ACTIVITY: Copy out each line of the data below in which the string "mouth" appears.

AVAILABLE DATA:
──────
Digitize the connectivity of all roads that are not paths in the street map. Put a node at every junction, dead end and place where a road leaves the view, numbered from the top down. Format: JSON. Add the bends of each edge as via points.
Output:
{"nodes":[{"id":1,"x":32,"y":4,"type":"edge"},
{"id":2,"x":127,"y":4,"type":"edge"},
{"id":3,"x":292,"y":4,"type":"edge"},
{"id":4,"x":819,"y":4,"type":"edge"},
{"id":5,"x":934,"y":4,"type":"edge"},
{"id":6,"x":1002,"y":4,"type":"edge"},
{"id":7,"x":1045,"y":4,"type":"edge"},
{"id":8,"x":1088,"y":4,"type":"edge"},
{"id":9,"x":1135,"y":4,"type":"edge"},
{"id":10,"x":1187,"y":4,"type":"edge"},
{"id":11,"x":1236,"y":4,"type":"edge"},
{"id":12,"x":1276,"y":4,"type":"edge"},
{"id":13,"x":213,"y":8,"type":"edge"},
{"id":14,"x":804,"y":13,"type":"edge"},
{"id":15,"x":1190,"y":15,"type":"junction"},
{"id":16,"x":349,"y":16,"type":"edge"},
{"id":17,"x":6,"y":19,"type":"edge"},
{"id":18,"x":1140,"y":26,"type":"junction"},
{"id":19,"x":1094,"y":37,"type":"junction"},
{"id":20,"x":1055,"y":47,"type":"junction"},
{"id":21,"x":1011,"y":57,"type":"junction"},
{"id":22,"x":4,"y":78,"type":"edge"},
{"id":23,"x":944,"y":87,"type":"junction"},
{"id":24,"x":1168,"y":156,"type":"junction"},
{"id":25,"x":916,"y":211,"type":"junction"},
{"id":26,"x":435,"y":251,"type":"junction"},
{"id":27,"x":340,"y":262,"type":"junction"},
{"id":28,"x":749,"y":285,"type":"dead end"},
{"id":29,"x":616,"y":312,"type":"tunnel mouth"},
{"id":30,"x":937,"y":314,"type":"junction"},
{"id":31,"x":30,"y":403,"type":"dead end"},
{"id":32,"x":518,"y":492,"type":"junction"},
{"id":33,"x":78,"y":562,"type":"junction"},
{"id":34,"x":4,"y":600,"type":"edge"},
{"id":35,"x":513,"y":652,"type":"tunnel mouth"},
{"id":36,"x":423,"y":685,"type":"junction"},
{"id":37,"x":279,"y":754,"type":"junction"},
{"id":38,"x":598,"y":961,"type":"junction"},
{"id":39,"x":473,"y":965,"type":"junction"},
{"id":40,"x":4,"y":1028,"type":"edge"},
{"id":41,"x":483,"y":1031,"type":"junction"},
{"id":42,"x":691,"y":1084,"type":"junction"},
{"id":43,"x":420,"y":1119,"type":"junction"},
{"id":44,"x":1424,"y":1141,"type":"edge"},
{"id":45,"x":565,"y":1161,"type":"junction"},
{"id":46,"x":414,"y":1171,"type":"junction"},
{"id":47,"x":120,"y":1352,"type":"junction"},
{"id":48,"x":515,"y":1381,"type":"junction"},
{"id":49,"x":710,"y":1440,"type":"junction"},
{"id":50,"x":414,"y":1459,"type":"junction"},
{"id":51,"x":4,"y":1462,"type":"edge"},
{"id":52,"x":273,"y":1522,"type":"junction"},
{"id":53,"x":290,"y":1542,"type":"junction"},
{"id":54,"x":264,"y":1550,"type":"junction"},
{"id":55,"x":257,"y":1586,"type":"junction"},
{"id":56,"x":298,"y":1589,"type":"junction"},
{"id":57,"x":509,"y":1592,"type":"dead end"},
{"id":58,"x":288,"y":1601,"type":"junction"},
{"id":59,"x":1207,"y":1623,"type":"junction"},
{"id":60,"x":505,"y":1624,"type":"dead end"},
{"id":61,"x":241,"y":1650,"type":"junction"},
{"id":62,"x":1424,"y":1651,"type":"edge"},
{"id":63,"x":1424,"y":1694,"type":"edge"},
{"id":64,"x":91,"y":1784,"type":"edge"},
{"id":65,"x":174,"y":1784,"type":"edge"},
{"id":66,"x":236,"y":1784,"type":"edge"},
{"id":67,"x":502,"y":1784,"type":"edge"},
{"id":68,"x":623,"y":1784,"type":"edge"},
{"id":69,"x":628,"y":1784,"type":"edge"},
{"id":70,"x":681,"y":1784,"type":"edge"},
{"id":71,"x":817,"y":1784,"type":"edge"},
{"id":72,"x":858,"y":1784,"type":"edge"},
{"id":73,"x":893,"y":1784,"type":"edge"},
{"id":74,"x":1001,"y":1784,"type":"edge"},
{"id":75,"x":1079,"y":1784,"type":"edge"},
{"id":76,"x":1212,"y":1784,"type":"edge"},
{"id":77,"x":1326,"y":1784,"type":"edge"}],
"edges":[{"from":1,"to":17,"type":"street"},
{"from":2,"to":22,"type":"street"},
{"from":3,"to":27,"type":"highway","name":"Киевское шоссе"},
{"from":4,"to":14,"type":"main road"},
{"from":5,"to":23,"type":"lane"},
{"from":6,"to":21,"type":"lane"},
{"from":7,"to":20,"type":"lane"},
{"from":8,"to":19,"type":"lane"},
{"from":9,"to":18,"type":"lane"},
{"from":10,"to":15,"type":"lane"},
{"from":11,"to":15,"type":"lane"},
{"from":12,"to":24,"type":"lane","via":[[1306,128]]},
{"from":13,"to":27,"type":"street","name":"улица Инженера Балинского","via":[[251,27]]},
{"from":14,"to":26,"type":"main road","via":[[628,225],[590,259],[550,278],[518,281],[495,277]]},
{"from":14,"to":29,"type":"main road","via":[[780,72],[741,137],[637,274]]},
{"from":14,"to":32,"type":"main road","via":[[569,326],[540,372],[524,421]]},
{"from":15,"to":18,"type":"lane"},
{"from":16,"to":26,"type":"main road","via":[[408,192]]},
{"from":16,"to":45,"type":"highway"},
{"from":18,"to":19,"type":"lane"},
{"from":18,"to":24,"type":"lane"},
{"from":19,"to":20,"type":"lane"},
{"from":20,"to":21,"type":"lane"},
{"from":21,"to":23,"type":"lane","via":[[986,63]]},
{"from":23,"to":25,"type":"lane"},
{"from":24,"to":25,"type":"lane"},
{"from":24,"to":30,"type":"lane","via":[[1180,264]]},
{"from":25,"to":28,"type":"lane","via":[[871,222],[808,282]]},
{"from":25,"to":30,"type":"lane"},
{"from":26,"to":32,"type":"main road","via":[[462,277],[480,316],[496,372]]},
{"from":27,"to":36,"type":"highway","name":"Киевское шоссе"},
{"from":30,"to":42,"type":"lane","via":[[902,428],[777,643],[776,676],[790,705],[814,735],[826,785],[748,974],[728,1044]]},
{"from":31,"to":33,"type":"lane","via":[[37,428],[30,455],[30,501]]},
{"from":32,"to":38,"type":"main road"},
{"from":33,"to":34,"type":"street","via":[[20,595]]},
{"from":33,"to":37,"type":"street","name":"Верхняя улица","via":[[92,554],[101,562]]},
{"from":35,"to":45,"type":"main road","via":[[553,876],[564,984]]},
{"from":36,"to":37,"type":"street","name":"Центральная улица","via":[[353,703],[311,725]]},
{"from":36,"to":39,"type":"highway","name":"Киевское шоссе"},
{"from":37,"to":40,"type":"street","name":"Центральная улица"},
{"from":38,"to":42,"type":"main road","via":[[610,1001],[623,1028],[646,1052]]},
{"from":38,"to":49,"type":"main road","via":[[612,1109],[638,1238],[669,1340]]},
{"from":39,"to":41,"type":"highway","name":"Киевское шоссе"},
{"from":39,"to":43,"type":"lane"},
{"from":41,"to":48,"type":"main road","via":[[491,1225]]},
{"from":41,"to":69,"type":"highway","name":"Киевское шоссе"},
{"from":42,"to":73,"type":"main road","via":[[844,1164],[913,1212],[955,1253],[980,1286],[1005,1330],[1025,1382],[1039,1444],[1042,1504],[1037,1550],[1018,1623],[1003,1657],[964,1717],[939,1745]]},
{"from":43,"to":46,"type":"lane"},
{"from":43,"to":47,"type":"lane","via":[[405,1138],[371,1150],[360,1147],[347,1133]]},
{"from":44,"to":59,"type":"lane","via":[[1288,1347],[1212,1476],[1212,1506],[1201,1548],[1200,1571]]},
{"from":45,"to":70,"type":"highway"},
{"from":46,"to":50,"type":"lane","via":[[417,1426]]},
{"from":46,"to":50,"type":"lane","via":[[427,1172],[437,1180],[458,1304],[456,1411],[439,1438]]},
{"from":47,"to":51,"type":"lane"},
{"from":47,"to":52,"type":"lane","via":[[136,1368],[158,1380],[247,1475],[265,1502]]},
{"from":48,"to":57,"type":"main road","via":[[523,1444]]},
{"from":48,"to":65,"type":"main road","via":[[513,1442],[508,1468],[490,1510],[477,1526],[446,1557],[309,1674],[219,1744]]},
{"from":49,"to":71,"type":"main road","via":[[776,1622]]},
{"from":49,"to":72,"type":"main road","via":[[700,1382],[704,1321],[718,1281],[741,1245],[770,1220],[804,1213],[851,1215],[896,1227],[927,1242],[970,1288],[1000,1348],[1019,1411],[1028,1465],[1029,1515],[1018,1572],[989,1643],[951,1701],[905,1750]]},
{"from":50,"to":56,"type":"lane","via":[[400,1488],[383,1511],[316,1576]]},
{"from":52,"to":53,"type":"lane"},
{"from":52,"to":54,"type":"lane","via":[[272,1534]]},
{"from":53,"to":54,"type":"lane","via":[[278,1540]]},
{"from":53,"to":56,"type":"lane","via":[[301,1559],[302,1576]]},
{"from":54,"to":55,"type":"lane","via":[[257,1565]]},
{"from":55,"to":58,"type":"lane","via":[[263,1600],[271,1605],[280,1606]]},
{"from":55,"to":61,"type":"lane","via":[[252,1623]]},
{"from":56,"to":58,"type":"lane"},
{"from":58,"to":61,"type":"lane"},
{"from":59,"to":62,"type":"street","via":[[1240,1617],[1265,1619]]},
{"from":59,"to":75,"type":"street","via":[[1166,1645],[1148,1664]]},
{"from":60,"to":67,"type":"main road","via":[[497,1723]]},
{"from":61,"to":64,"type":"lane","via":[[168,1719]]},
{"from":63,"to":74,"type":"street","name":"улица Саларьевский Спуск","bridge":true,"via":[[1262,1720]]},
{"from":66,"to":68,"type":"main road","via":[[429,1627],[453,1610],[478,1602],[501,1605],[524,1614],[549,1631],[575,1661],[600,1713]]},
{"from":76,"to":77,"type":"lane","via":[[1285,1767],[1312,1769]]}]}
──────
RESPONSE BELOW:
{"id":29,"x":616,"y":312,"type":"tunnel mouth"},
{"id":35,"x":513,"y":652,"type":"tunnel mouth"},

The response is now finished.